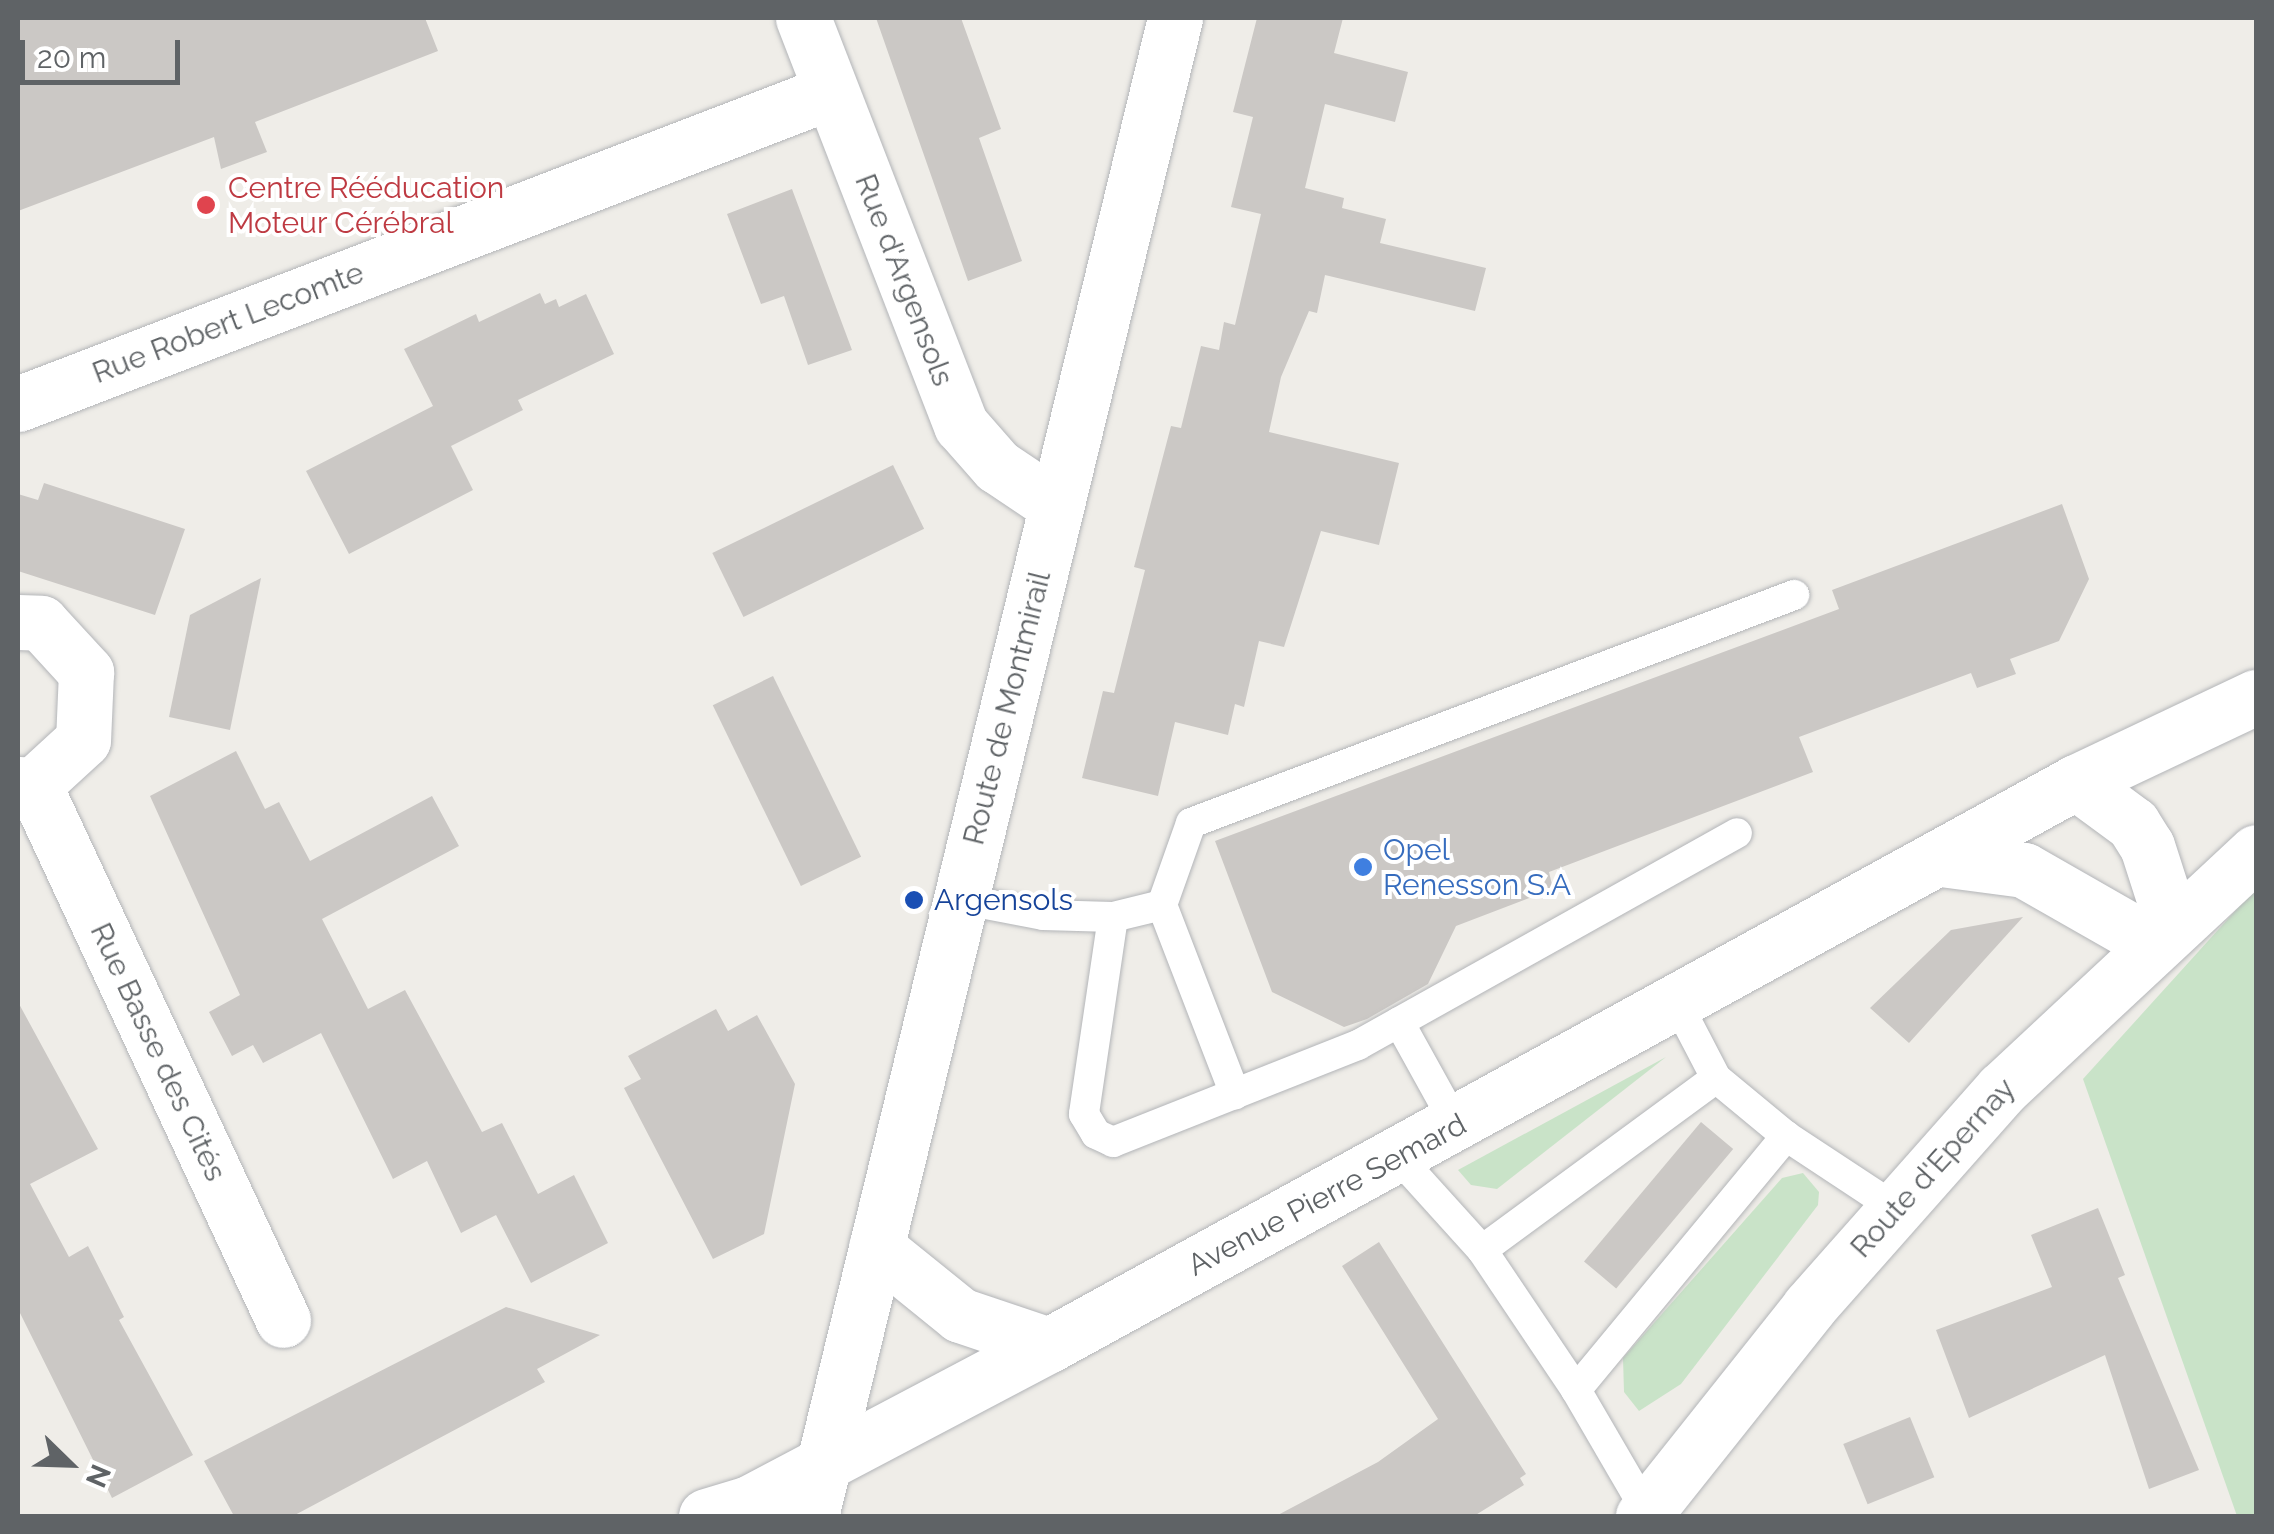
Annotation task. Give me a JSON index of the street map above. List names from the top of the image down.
{
  "streets": {
    "main road": [
      "Rue d'Argensols",
      "Rue Robert Lecomte",
      "Route de Montmirail",
      "Rue Basse des Cités",
      "Route d'Epernay",
      "Avenue Pierre Semard"
    ]
  },
  "crossings": [
    ["Rue d'Argensols", "Rue Robert Lecomte"],
    ["Rue d'Argensols", "Route de Montmirail"],
    ["Route de Montmirail", "Avenue Pierre Semard"]
  ],
  "places": ["Centre Rééducation Moteur Cérébral", "Opel Renesson S.A", "Argensols"],
  "scale_bar": "20 m",
  "north": "bottom right"
}
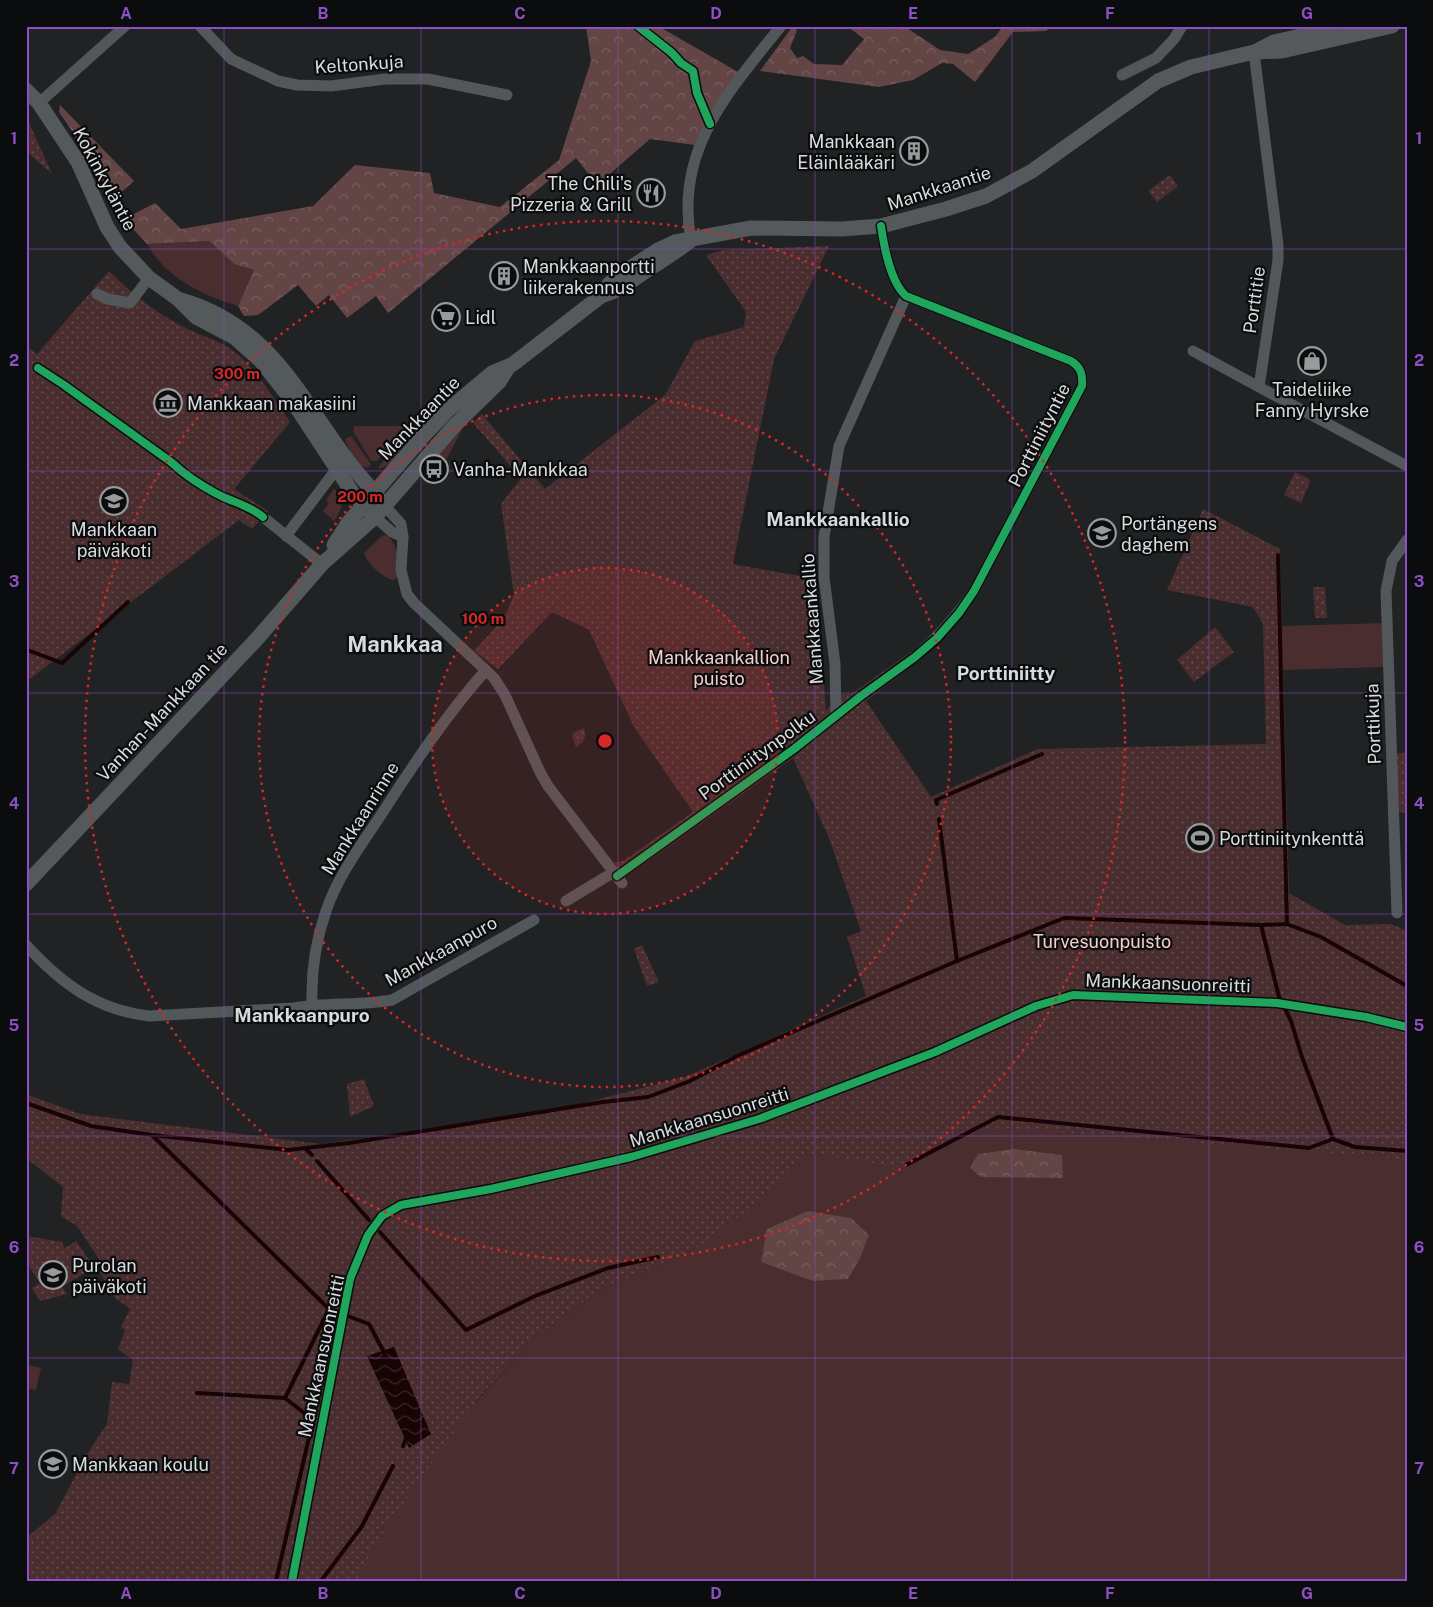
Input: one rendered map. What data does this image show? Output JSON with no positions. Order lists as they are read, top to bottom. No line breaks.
{"streets":{"main road":["Kokinkyläntie","Mankkaantie","Vanhan-Mankkaan tie"],"street":["Keltonkuja","Porttitie","Porttiniityntie","Mankkaankallio","Porttikuja","Mankkaanrinne","Mankkaanpuro"],"cycle path":["Porttiniitynpolku","Mankkaansuonreitti"]},"crossings":[["Kokinkyläntie","Mankkaantie"],["Kokinkyläntie","Vanhan-Mankkaan tie"],["Mankkaantie","Porttitie"],["Mankkaantie","Vanhan-Mankkaan tie"],["Porttiniityntie","Mankkaankallio"],["Mankkaanrinne","Mankkaanpuro"]],"districts":["Mankkaankallio","Mankkaa","Porttiniitty","Mankkaanpuro"],"parks":["Mankkaankallion puisto","Turvesuonpuisto"],"places":{"building":["Mankkaan Eläinlääkäri","Mankkaanportti liikerakennus"],"restaurant":["The Chili's Pizzeria & Grill"],"supermarket":["Lidl"],"shop":["Taideliike Fanny Hyrske"],"museum":["Mankkaan makasiini"],"bus stop":["Vanha-Mankkaa"],"school or university":["Mankkaan päiväkoti","Portängens daghem","Purolan päiväkoti","Mankkaan koulu"],"sports":["Porttiniitynkenttä"]},"grid":{"columns":["A","B","C","D","E","F","G"],"rows":["1","2","3","4","5","6","7"]},"rings":["300 m","200 m","100 m"]}
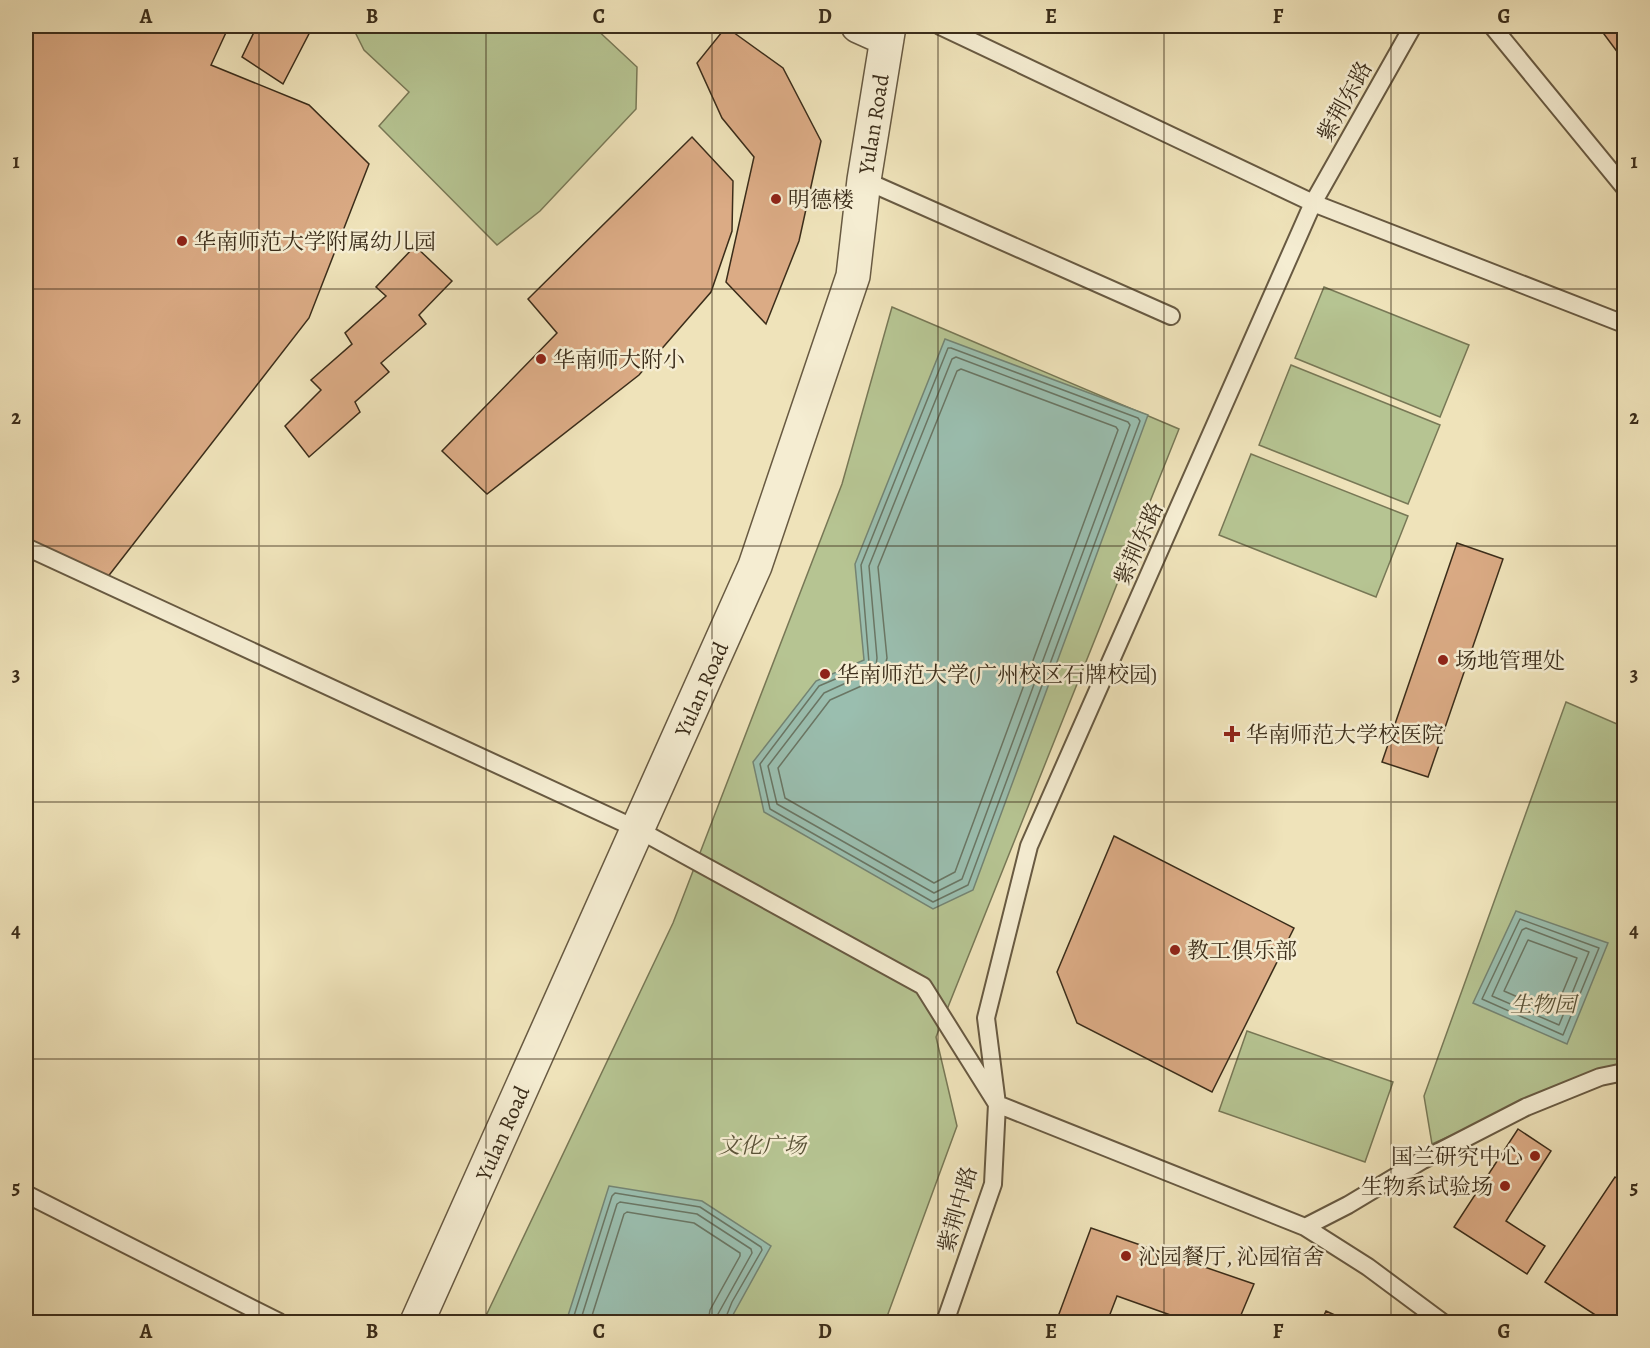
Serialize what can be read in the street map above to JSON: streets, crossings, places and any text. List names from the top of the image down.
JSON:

+ + + + + + +

Without the pictures, write out every entry precisely as it appears.

Annotation task. Give me a JSON index of the street map above. List names from the top of the image down.
{
  "streets": {
    "main road": [
      "Rue d'Argensols",
      "Rue Robert Lecomte",
      "Route de Montmirail",
      "Rue Basse des Cités",
      "Route d'Epernay",
      "Avenue Pierre Semard"
    ]
  },
  "crossings": [
    ["Rue d'Argensols", "Rue Robert Lecomte"],
    ["Rue d'Argensols", "Route de Montmirail"],
    ["Route de Montmirail", "Avenue Pierre Semard"]
  ],
  "places": ["Centre Rééducation Moteur Cérébral", "Opel Renesson S.A", "Argensols"],
  "scale_bar": "20 m",
  "north": "bottom right"
}
Input: one rendered map. What data does this image show? Output JSON with no positions. Order lists as they are read, top to bottom. No line breaks.
{"streets":{"main road":["Kokinkyläntie","Mankkaantie","Vanhan-Mankkaan tie"],"street":["Keltonkuja","Porttitie","Porttiniityntie","Mankkaankallio","Porttikuja","Mankkaanrinne","Mankkaanpuro"],"cycle path":["Porttiniitynpolku","Mankkaansuonreitti"]},"crossings":[["Kokinkyläntie","Mankkaantie"],["Kokinkyläntie","Vanhan-Mankkaan tie"],["Mankkaantie","Porttitie"],["Mankkaantie","Vanhan-Mankkaan tie"],["Porttiniityntie","Mankkaankallio"],["Mankkaanrinne","Mankkaanpuro"]],"districts":["Mankkaankallio","Mankkaa","Porttiniitty","Mankkaanpuro"],"parks":["Mankkaankallion puisto","Turvesuonpuisto"],"places":{"building":["Mankkaan Eläinlääkäri","Mankkaanportti liikerakennus"],"restaurant":["The Chili's Pizzeria & Grill"],"supermarket":["Lidl"],"shop":["Taideliike Fanny Hyrske"],"museum":["Mankkaan makasiini"],"bus stop":["Vanha-Mankkaa"],"school or university":["Mankkaan päiväkoti","Portängens daghem","Purolan päiväkoti","Mankkaan koulu"],"sports":["Porttiniitynkenttä"]},"grid":{"columns":["A","B","C","D","E","F","G"],"rows":["1","2","3","4","5","6","7"]},"rings":["300 m","200 m","100 m"]}
Serialize what can be read in the street map above to JSON: streets, crossings, places and any text. List names from the top of the image down.
JSON:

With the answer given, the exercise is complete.